▶ **Problem description**:
Going line by line through the data below, report how many lines include the word "Drive", with nothing added.

══ Dataset content

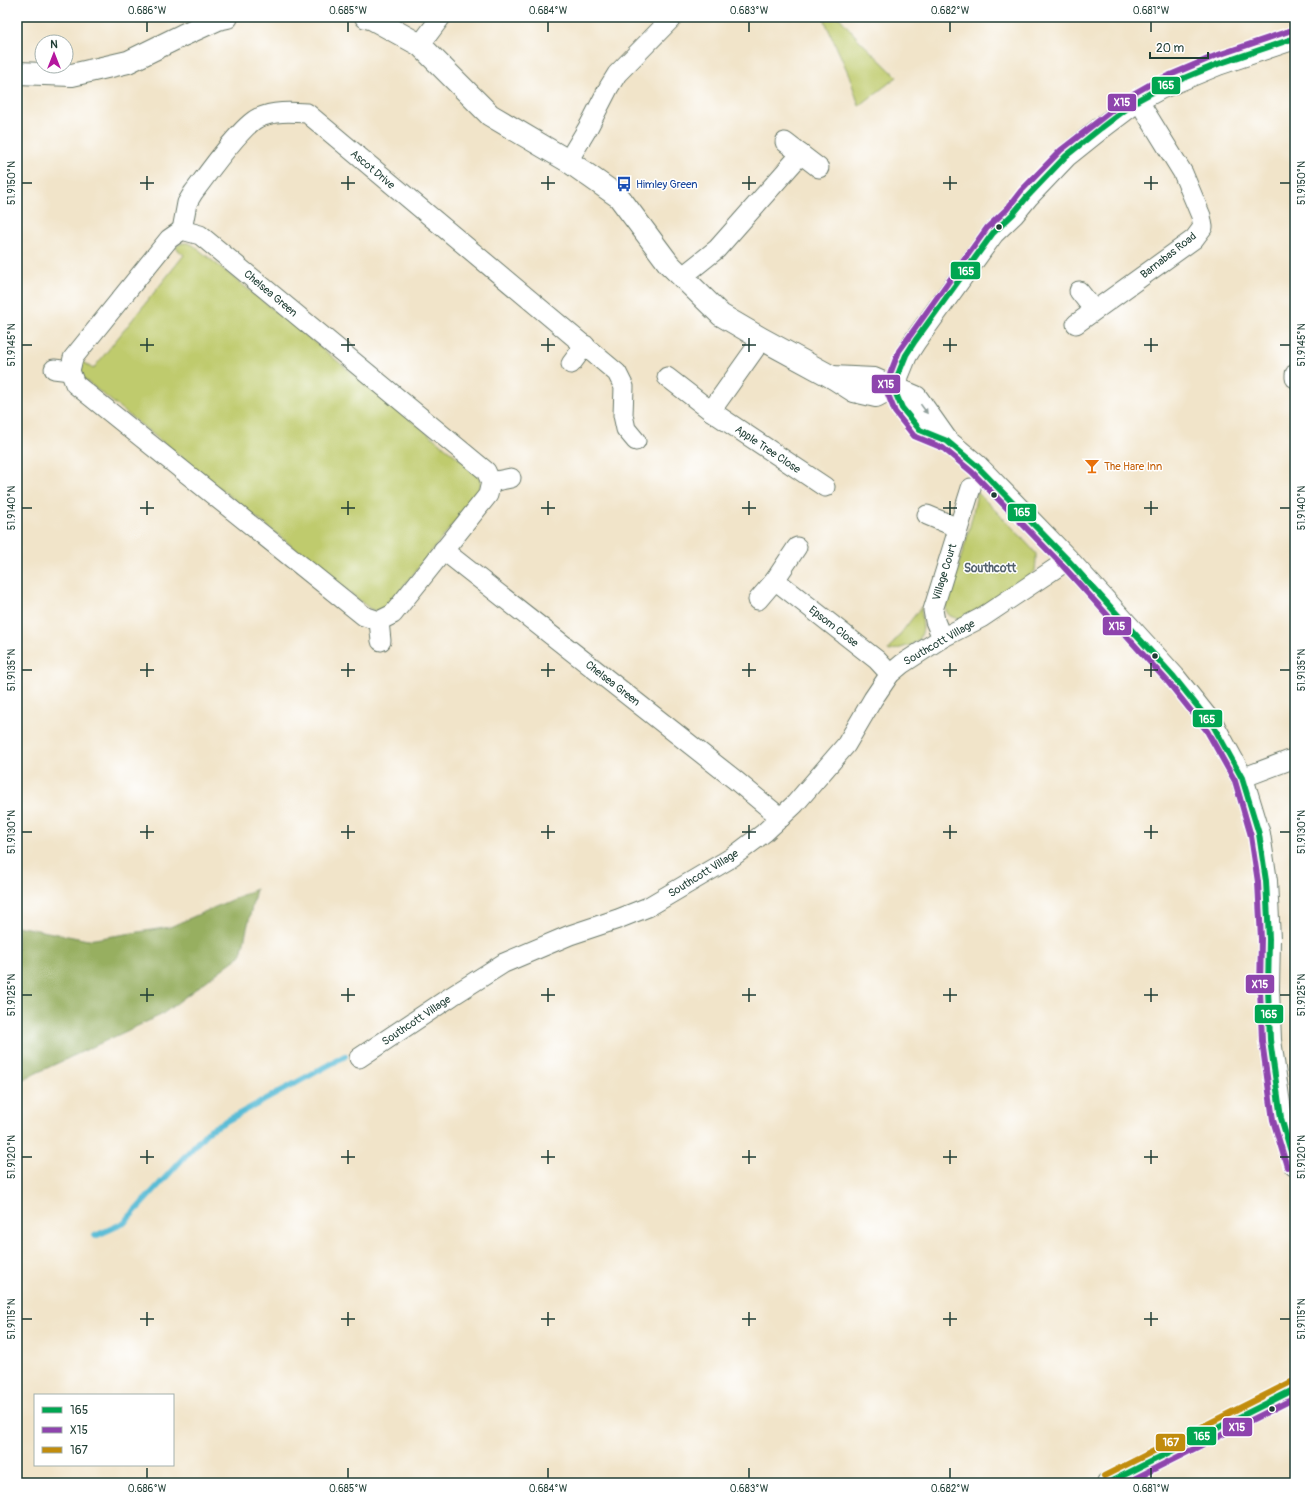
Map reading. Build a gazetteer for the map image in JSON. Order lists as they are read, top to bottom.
{
  "streets": {
    "street": [
      "Ascot Drive",
      "Barnabas Road",
      "Chelsea Green",
      "Apple Tree Close",
      "Village Court",
      "Epsom Close",
      "Southcott Village"
    ]
  },
  "crossings": [
    ["Ascot Drive", "Chelsea Green"],
    ["Chelsea Green", "Southcott Village"],
    ["Village Court", "Southcott Village"],
    ["Epsom Close", "Southcott Village"]
  ],
  "districts": ["Southcott"],
  "places": {
    "bus stop": ["Himley Green"],
    "bar": ["The Hare Inn"]
  },
  "lines": ["transit line X15", "transit line 165", "transit line 167"],
  "legend": ["165", "X15", "167"],
  "scale_bar": "20 m",
  "north": "top",
  "coordinates": [
    "0.686°W",
    "0.685°W",
    "0.684°W",
    "0.683°W",
    "0.682°W",
    "0.681°W",
    "51.9150°N",
    "51.9145°N",
    "51.9140°N",
    "51.9135°N",
    "51.9130°N",
    "51.9125°N",
    "51.9120°N",
    "51.9115°N"
  ]
}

════

▶ **Task output**:
2